OK I live in ND and this year hunting sucked...I mean it was just bad. The old rumer mill was that going back to the '90 there were a few small dams built just into canada for "flood control." The story I hurd was more or less DU (not trying to bash them, but I know somone will post back about me saying somthing) put the money up for them and did it to keep the birds form leaving canada when they normaly wood. Next thing is the amount of grains that they are now producing making it possible for the birds to jump over ND in one big wind. The only Snows I seen this year (granted the job at the time F'ed things up a bit) were going over at the speed of sound with a wind pushing them. Is this stuff true...well from what I seen it is. I head up manatoba every year in the spring since I was in 7th grade. The trip up there has changed a lot. More farm land now exists up there and different crops are being raised in that area. Now put some water that the birds can stay in boom it keeps them from leaving untill things get bad. The ND G&F posted somthing their web site a while back about back yard feeders and song birds that migrate and how some are staying due to the supply of food, but are not making it though a ND snow storm. Think of this the samething. I know that hunting up in Canada has been realy good and at times the best you will ever see, but they are having a tuff time with the birds adapting to hunting ways up there, just like everyplace else. I guess with the fact of eveyone wanting money talks and BS walks. We'll just have to find a new way of hunting them. And as far as Sak goes, have not hurd all of it but that was one place I was looking at heading up there to hunt this fall but looks like Manatoba bound now.


----------



## eaglehead6 (Nov 6, 2005)

ducks unlimited have done some amazing things here in canada. I used to live around the Estevan SK area and man it was good hunting there , snowgeese and ducks like crazy. The dams you might be talking about are the rafferty and boundry and alameda dams that are just roughly 20 minutes north of the 49th parallel. They have definately been a factor contributing to Saskatchewan holding as many birds as it does now. In Manitoba i have hunted a DU slough for the last few years and it has been a great couple of hunts. I have a question though y do the North Dakota residents resent the non residents that hunt there ? It seems that many of ND come across the line and hunt on Canadian soil and spend X amount of money in Canada. Not that im saying this is a bad thing but it seems like ND have given up on there hunting spots and moved on. Or maybe it is like they say the grass is greener on the other side of the fence? It seems to be a big debate down there Resident vs Non Resident cant figure it out, i have hunted with americans down here , had a great time hunting with them, we can get along with you why cant you guys get along with each other ????


----------



## Madison (Mar 1, 2002)

eaglehead6 said:


> It seems to be a big debate down there Resident vs Non Resident cant figure it out, i have hunted with americans down here , had a great time hunting with them, we can get along with you why cant you guys get along with each other ????

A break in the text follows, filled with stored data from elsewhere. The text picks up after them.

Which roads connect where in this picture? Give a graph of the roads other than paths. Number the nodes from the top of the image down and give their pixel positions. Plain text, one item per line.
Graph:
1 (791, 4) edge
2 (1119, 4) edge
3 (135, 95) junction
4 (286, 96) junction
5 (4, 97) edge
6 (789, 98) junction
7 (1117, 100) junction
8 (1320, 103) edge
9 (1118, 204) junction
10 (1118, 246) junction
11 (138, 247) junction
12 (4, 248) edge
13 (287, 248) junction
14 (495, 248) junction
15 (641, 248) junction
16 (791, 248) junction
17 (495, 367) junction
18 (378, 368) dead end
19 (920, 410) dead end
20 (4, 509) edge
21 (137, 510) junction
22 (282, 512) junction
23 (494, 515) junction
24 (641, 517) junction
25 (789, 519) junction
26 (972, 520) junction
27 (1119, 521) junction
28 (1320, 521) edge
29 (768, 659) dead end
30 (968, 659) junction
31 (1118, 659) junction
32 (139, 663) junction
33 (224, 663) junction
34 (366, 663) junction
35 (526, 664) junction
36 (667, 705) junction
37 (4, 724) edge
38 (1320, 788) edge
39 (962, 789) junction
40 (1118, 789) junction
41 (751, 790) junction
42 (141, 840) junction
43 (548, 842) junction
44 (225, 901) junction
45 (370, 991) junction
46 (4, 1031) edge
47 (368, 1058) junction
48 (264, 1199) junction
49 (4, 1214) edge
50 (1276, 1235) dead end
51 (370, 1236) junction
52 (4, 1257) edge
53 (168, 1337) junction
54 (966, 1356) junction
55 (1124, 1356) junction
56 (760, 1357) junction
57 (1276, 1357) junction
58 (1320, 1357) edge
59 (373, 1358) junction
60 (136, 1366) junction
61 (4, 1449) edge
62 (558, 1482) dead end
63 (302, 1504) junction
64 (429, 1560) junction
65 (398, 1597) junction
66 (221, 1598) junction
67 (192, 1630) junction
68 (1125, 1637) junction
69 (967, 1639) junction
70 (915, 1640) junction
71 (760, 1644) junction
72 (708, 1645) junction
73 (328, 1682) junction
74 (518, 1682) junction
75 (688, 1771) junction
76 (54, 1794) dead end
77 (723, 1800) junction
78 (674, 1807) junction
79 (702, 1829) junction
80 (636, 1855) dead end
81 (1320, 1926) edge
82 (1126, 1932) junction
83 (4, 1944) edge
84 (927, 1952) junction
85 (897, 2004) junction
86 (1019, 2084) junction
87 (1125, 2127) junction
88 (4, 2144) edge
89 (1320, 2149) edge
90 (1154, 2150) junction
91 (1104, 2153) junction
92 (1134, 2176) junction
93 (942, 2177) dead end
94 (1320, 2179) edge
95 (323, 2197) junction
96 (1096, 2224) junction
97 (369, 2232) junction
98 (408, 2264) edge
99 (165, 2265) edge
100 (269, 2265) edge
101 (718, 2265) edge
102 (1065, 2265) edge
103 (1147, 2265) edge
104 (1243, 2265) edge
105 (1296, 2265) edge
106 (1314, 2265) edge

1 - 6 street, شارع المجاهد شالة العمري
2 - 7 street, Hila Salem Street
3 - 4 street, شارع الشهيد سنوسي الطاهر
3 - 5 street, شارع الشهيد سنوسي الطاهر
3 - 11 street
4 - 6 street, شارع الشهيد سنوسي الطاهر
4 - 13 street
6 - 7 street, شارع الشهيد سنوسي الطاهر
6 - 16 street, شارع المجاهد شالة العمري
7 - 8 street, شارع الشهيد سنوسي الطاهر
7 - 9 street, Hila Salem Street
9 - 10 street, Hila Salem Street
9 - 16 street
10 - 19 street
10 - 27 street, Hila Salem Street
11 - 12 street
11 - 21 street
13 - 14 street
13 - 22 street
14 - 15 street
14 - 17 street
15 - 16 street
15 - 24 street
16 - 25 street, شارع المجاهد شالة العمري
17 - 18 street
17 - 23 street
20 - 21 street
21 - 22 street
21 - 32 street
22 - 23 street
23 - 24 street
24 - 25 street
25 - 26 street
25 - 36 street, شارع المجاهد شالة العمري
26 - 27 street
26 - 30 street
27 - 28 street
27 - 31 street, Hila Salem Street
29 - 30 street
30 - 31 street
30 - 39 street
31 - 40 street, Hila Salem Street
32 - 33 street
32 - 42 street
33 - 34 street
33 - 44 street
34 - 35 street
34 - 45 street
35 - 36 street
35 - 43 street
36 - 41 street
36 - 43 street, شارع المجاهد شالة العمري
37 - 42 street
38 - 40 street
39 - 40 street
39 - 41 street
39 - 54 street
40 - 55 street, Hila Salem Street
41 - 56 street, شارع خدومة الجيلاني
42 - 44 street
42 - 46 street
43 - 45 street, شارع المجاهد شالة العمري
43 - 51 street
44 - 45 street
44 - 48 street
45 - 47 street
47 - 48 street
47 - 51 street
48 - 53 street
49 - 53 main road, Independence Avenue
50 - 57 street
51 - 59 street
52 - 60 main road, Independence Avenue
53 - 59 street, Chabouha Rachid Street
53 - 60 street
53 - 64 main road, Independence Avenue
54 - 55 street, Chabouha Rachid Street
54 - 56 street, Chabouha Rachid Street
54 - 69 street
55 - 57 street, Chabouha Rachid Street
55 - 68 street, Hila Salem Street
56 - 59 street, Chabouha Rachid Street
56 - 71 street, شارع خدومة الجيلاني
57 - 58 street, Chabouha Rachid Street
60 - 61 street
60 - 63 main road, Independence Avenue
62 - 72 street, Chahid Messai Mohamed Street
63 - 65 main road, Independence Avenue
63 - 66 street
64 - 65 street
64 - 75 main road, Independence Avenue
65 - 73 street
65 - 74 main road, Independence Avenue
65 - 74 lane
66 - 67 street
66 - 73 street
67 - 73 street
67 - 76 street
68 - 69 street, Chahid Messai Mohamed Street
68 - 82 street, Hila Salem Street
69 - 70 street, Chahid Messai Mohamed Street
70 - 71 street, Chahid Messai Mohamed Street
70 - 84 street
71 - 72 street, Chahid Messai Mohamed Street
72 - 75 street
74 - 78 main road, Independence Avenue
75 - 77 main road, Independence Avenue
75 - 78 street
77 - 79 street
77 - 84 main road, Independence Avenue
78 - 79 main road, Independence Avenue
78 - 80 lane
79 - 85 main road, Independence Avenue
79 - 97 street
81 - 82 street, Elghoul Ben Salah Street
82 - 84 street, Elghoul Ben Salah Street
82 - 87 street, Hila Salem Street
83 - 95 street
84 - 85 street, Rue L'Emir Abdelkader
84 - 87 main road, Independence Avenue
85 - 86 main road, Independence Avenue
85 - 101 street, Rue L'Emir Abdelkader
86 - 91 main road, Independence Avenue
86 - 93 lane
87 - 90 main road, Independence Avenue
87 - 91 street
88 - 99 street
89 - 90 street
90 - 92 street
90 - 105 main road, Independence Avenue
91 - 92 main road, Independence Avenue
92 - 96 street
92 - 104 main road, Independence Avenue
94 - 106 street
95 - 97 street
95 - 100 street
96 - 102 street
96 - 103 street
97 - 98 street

Your asking a very good question that know one seems to have the answer for.. :huh:


----------



## buckseye (Dec 8, 2003)

It's brotherly love man, we ain't fighting we are competing. :lol:


----------



## Squeeker (Apr 1, 2004)

Those dams are a double edge sword for you guys, considering they are there for your benefit.


----------



## Dan Bueide (Jul 1, 2002)

I've emailed Chris a chart I put together that should help explain the frustration of some - it sort of speaks for itself. Nobody I know is "against" or "anti" nonresident, but we're carrying quite a load and it affects the amount of time the birds spend here and how much room there is when they are here. It's also the engine that drives commercialization. Demand for quality hunting drives the exclusivity trends and we're moving along at break-neck speed.

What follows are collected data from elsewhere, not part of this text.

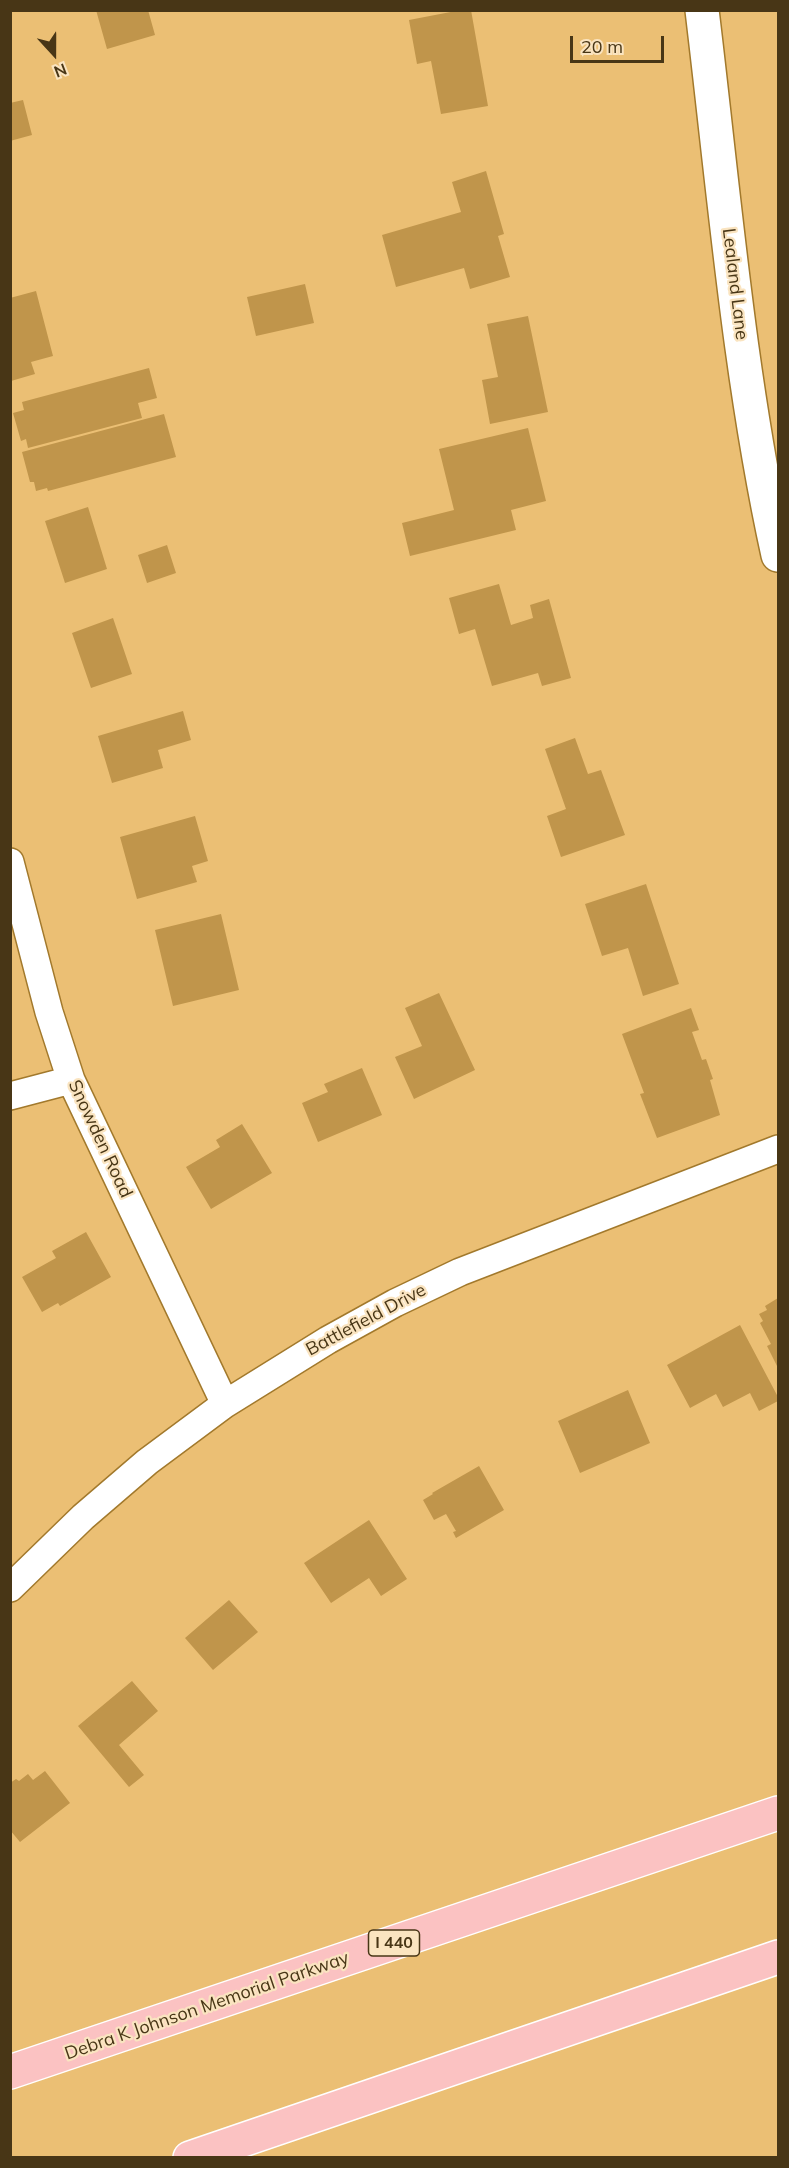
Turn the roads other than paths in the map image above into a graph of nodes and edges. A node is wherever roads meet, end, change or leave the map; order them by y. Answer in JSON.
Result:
{"nodes":[{"id":1,"x":702,"y":10,"type":"edge"},
{"id":2,"x":769,"y":462,"type":"edge"},
{"id":3,"x":778,"y":555,"type":"edge"},
{"id":4,"x":10,"y":862,"type":"edge"},
{"id":5,"x":71,"y":1080,"type":"junction"},
{"id":6,"x":10,"y":1096,"type":"edge"},
{"id":7,"x":778,"y":1149,"type":"edge"},
{"id":8,"x":225,"y":1404,"type":"junction"},
{"id":9,"x":10,"y":1588,"type":"edge"},
{"id":10,"x":778,"y":1813,"type":"edge"},
{"id":11,"x":778,"y":1957,"type":"edge"},
{"id":12,"x":10,"y":2072,"type":"edge"},
{"id":13,"x":190,"y":2157,"type":"edge"}],
"edges":[{"from":1,"to":2,"type":"street","name":"Lealand Lane"},
{"from":2,"to":3,"type":"street","name":"Lealand Lane"},
{"from":4,"to":5,"type":"street","name":"Snowden Road"},
{"from":5,"to":6,"type":"street"},
{"from":5,"to":8,"type":"street","name":"Snowden Road"},
{"from":7,"to":8,"type":"street","name":"Battlefield Drive"},
{"from":8,"to":9,"type":"street","name":"Battlefield Drive"},
{"from":10,"to":12,"type":"highway","name":"Debra K Johnson Memorial Parkway","number":"I 440"},
{"from":11,"to":13,"type":"highway"}]}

Chris, please paste the pdf or a link to it here:


----------



## dosch (May 20, 2003)

Lets see it Chris!!


----------



## KEN W (Feb 22, 2002)

eaglehead6.....we go by the laws when hunting in Canada just like non-res. do here.I think you should notice some of the things you can do that we can't as non-res in Canada.
Your resident season opens 2 weeks before we can come up there
Your limit of Canadas is more than ours
The limit on Specks will be more for Canadians than us.
In Sask we have to put leg tags on to limit how many upland birds we take.
Non-res can't hunt pheasants.
You can hunt snows all day from day 1,we can only hunt snows until noon the first half of the season in Manitoba.
Now Sask and Alberta are looking at requireing us to use guides for bird hunting.

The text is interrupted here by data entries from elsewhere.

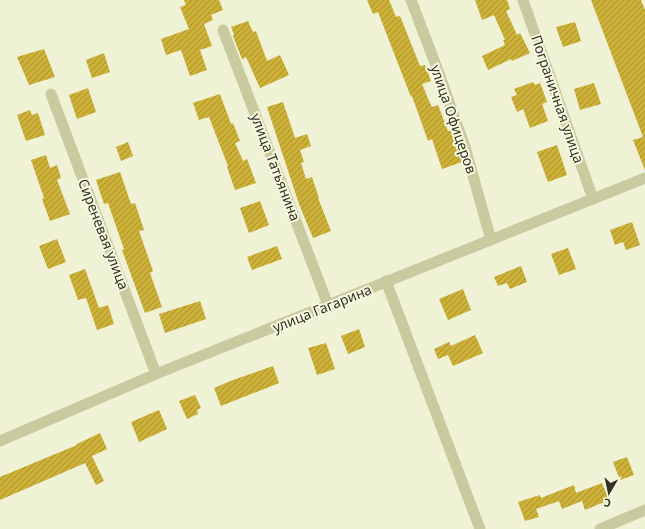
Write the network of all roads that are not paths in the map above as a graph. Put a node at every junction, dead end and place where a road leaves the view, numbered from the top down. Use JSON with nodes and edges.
{"nodes":[{"id":1,"x":411,"y":0,"type":"edge"},
{"id":2,"x":523,"y":0,"type":"edge"},
{"id":3,"x":223,"y":30,"type":"dead end"},
{"id":4,"x":51,"y":94,"type":"dead end"},
{"id":5,"x":645,"y":178,"type":"edge"},
{"id":6,"x":593,"y":199,"type":"junction"},
{"id":7,"x":491,"y":240,"type":"junction"},
{"id":8,"x":386,"y":281,"type":"junction"},
{"id":9,"x":328,"y":305,"type":"junction"},
{"id":10,"x":156,"y":374,"type":"junction"},
{"id":11,"x":0,"y":441,"type":"edge"},
{"id":12,"x":645,"y":510,"type":"edge"},
{"id":13,"x":480,"y":529,"type":"edge"},
{"id":14,"x":600,"y":529,"type":"edge"}],
"edges":[{"from":1,"to":7,"type":"street","name":"улица Офицеров"},
{"from":2,"to":6,"type":"street","name":"Пограничная улица"},
{"from":3,"to":9,"type":"street","name":"улица Татьянина"},
{"from":4,"to":10,"type":"street","name":"Сиреневая улица"},
{"from":5,"to":6,"type":"street","name":"улица Гагарина"},
{"from":6,"to":7,"type":"street","name":"улица Гагарина"},
{"from":7,"to":8,"type":"street","name":"улица Гагарина"},
{"from":8,"to":9,"type":"street","name":"улица Гагарина"},
{"from":8,"to":13,"type":"street"},
{"from":9,"to":10,"type":"street","name":"улица Гагарина"},
{"from":10,"to":11,"type":"street","name":"улица Гагарина"},
{"from":12,"to":14,"type":"street"}]}
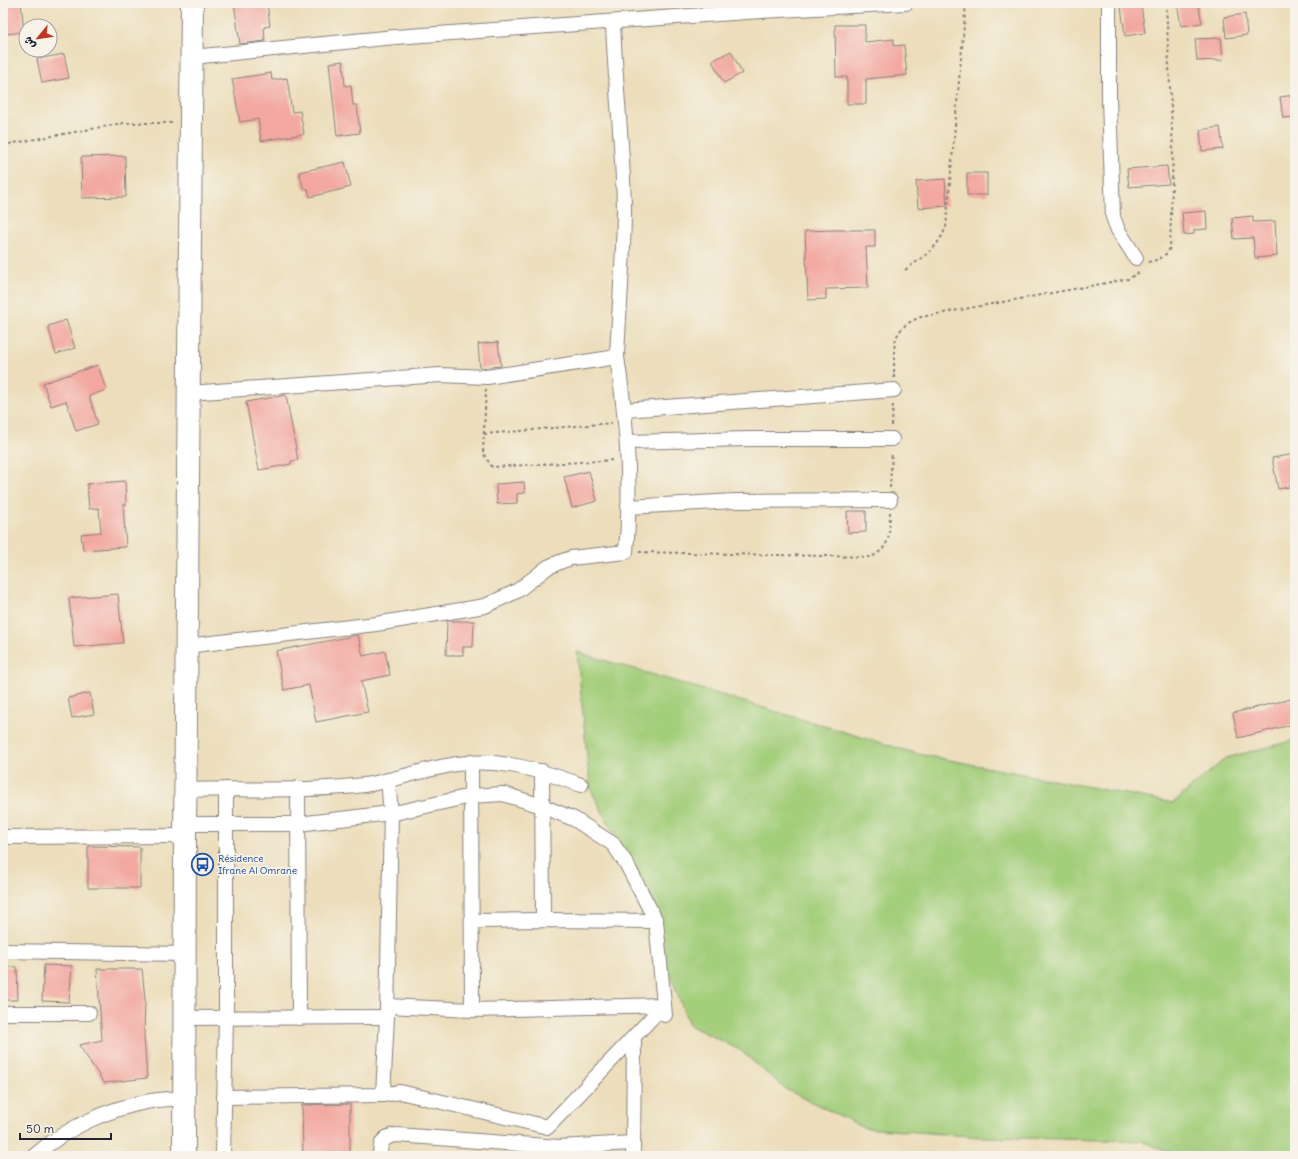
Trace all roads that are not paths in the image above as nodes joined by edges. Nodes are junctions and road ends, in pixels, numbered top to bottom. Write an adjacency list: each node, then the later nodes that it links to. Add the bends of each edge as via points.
1 (192, 3): 5 (highway)
2 (906, 3): 4 (street)
3 (1109, 3): 6 (street, via 1113,217)
4 (613, 22): 5 (street, via 395,37); 7 (street, via 624,209)
5 (192, 57): 9 (highway)
6 (1136, 258)
7 (617, 357): 9 (street, via 487,377 432,376); 10 (street)
8 (894, 390): 10 (street)
9 (189, 393): 15 (highway)
10 (626, 416): 12 (street)
11 (892, 439): 12 (street)
12 (627, 442): 14 (street)
13 (890, 500): 14 (street, via 735,501)
14 (628, 507): 15 (street, via 626,552 571,558 560,562 548,567 517,591 485,606 376,624)
15 (186, 646): 22 (highway)
16 (471, 762): 17 (street, via 505,764); 18 (street); 23 (street)
17 (542, 771): 19 (street); 24 (street)
18 (388, 780): 21 (street, via 363,785); 25 (street)
19 (581, 785)
20 (226, 788): 21 (street); 22 (street); 26 (street)
21 (298, 788): 27 (street)
22 (185, 790): 28 (highway)
23 (471, 796): 24 (street, via 503,794); 25 (street); 31 (street)
24 (542, 806): 30 (street); 32 (street, via 574,819 613,844 626,862)
25 (391, 813): 27 (street); 37 (street)
26 (226, 824): 27 (street); 28 (street); 41 (street)
27 (298, 824): 42 (street)
28 (185, 830): 29 (street); 34 (highway)
29 (3, 837)
30 (543, 920): 31 (street); 32 (street)
31 (472, 921): 35 (street)
32 (656, 921): 36 (street)
33 (3, 951): 34 (street)
34 (185, 954): 40 (highway)
35 (472, 1010): 36 (street); 37 (street)
36 (664, 1010): 43 (street)
37 (387, 1012): 42 (street); 44 (street)
38 (3, 1013): 39 (street)
39 (89, 1013)
40 (184, 1018): 41 (street); 46 (highway)
41 (226, 1018): 42 (street); 45 (street)
42 (299, 1018)
43 (634, 1037): 44 (street, via 548,1127 400,1092); 47 (street)
44 (384, 1095): 45 (street)
45 (224, 1097): 50 (street)
46 (185, 1098): 48 (street, via 150,1101 113,1111 83,1123 52,1141); 49 (highway)
47 (633, 1149): 51 (street, via 559,1147 391,1135 382,1142)
48 (34, 1156)
49 (184, 1156)
50 (223, 1156)
51 (380, 1156)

And that's just game birds.....look at big game....
Can't hunt in the agriculture regions of Man. Sask. or Alberta which is almost half the province...res. only
Must have a guide to hunt any big game.

Not critizing,but the point is....whatever the laws we or you pass,non-res. will have to follow.I think the Canadian provinces are being resident friendly just like we are here in ND.There has to be some benefit for living there just like here.Residents come first whether in Canada or here.


----------



## eaglehead6 (Nov 6, 2005)

Ken W you are very well informed , you really did some research there, i guess that is why you are a monitor of this forum or at least one on this site. You are correct on all counts and i agree that being a resident should allow you more rights for hunting. However there is a difference between resident, non-resident (a person who is a Canadian citizen but is not a Manitoba resident) and a non-resident alien(a person who is neither a Canadian citiizen nor a resident of Manitoba). You would be considered a Non resident Alien which entitiles you to purchase a deer tag in Manitoba for 210.00 $ and if say you lived in Saskatchewan and wanted to buy a deer tag in Manitoba it would cost you 150.00$ and if you live in Manitoba and want to buy a deer tag it would cost you 35.00$. Benifits are for the Manitobian, NOn-resident, Non-resident alien in that order. This system is across Canada and also for waterfowl etc. so it restricts to some degree the amount of Non-resident hunters spending the extra money to hunt in another province. Not to mention there probably are other restrictions for non-residents but obviously not as many as Non resident aliens. I have seen alot of discusions on this web sight but have not seen whether you have a system like this set in place or not, I would assume you would for the NON-resident alien , however if this system was in place for non residents then possibly it would also curb the landslide that ND has during the hunting and fishing seasons. By the way i browse this web sight almost every day and it is the best sight i have found on hunting by far. KEEP UP THE GOOD WORK CHRIS. I SAY THERE IS NOTHING BETTER THAN LAYING IN A FIELD FULL OF DECOYS AND LETTING THE SNOWGEESE COME TO YOU...


----------



## nodakoutdoors.com (Feb 27, 2002)

Dan Bueide said:


> Chris, please paste the pdf or a link to it here:


Traveled to New Hampshire today...playing catchup.

Here ya go:

http://www.nodakoutdoors.com/media/resnonres.pdf


----------



## R y a n (Apr 4, 2005)

Wow that graphic is incredible... a picture does convey a thousand words! Look at the imbalance!

:eyeroll:


----------



## fishless (Aug 2, 2005)

I agee with Ben a picture is worth a thousand words, ND needs do something about this now, tomorrow maybe to late.


----------



## Bob Kellam (Apr 8, 2004)

Dan has posted those numbers before, I have posted them, Drakekiller has as well, quite often for the last three years.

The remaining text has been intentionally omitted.